[Collected data]
>>>>

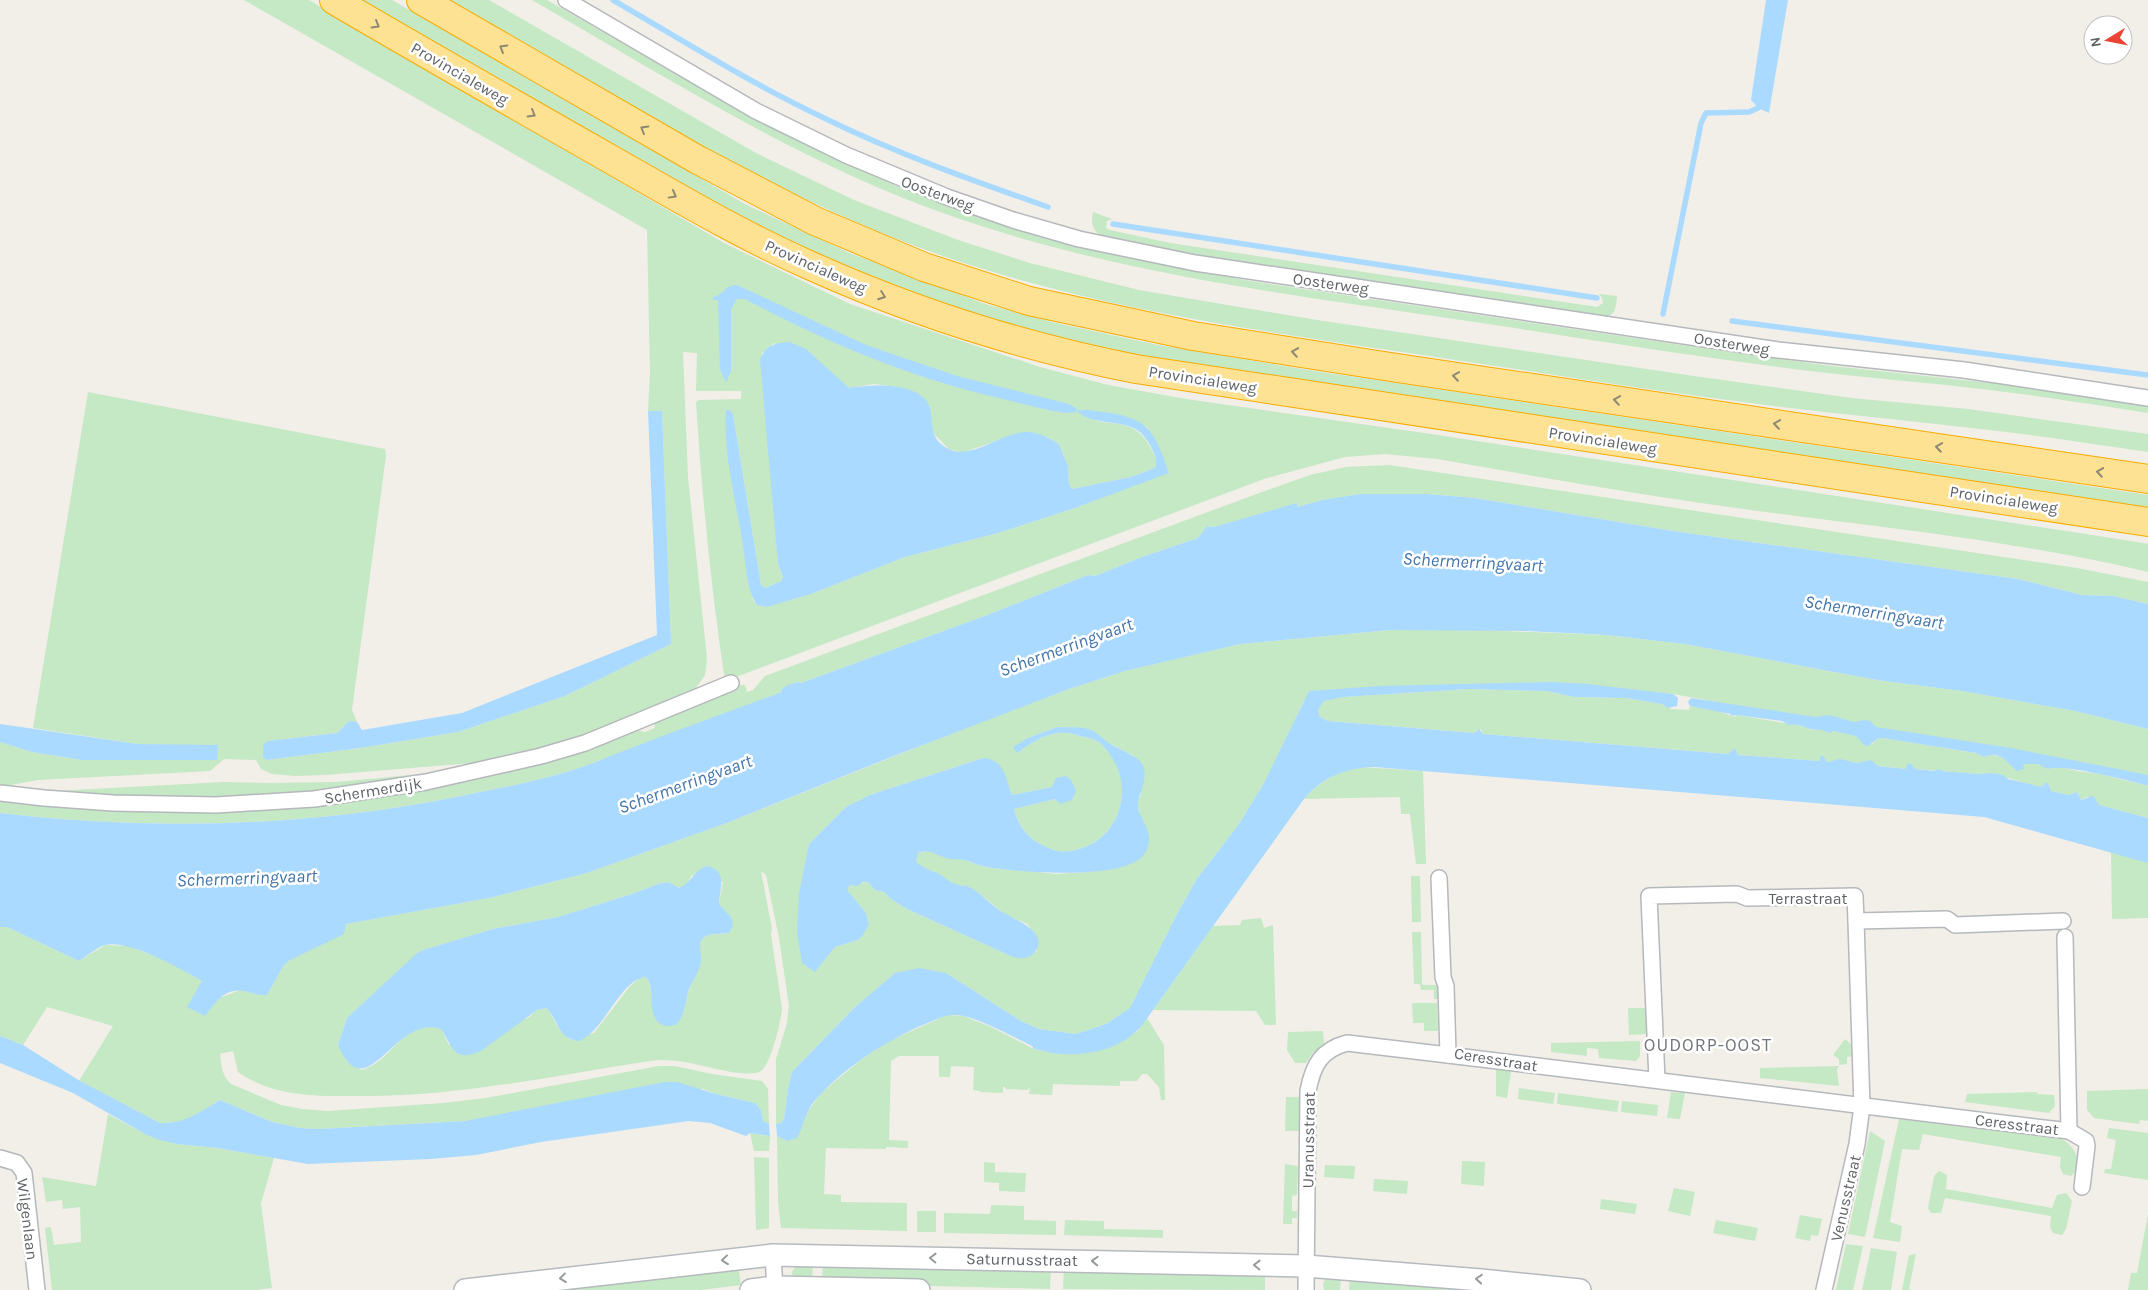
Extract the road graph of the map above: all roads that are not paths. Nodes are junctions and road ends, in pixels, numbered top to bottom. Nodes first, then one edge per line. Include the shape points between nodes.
1 (334, 0) edge
2 (421, 0) edge
3 (566, 0) edge
4 (2148, 398) edge
5 (2148, 479) edge
6 (2148, 522) edge
7 (730, 683) dead end
8 (0, 793) edge
9 (1439, 878) dead end
10 (1856, 921) junction
11 (2063, 921) dead end
12 (2065, 937) dead end
13 (1448, 1055) junction
14 (1657, 1080) junction
15 (1862, 1106) junction
16 (2069, 1131) junction
17 (2, 1158) edge
18 (2082, 1187) dead end
19 (773, 1255) junction
20 (1306, 1266) junction
21 (775, 1289) edge
22 (37, 1290) edge
23 (465, 1290) edge
24 (751, 1290) edge
25 (919, 1290) edge
26 (1306, 1290) edge
27 (1580, 1290) edge
28 (1824, 1290) edge

1 -> 6 highway, Provincialeweg via 772,248 879,295 1020,341 1136,369
5 -> 2 highway via 1238,343 1148,328 1029,301 924,267 814,220 692,157
3 - 4 street, Oosterweg via 756,111 846,155 947,197 1079,239 1195,263 1778,350 1964,370
7 - 8 street, Schermerdijk via 585,743 541,756 426,782 342,795 216,804 112,803
9 - 13 street, Ceresstraat
10 - 11 street, Terrastraat via 1946,919 1955,925
10 - 14 street, Terrastraat via 1855,896 1649,896
10 - 15 street
12 - 16 street, Ceresstraat
13 - 14 street, Ceresstraat
13 - 20 street, Uranusstraat via 1348,1043 1335,1046 1317,1063 1311,1073 1308,1091
14 - 15 street, Ceresstraat
15 - 16 street, Ceresstraat
15 - 28 street, Venusstraat via 1857,1144
16 - 18 street via 2086,1141 2088,1146
17 - 22 street, Wilgenlaan via 17,1163 24,1173
20 -> 19 street, Saturnusstraat
19 - 21 street
19 -> 23 street, Saturnusstraat
20 - 26 street, Uranusstraat
27 -> 20 street, Saturnusstraat
21 - 24 street
21 - 25 street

<<<<

Pull every line containing "dead" out of the entries.

7 (730, 683) dead end
9 (1439, 878) dead end
11 (2063, 921) dead end
12 (2065, 937) dead end
18 (2082, 1187) dead end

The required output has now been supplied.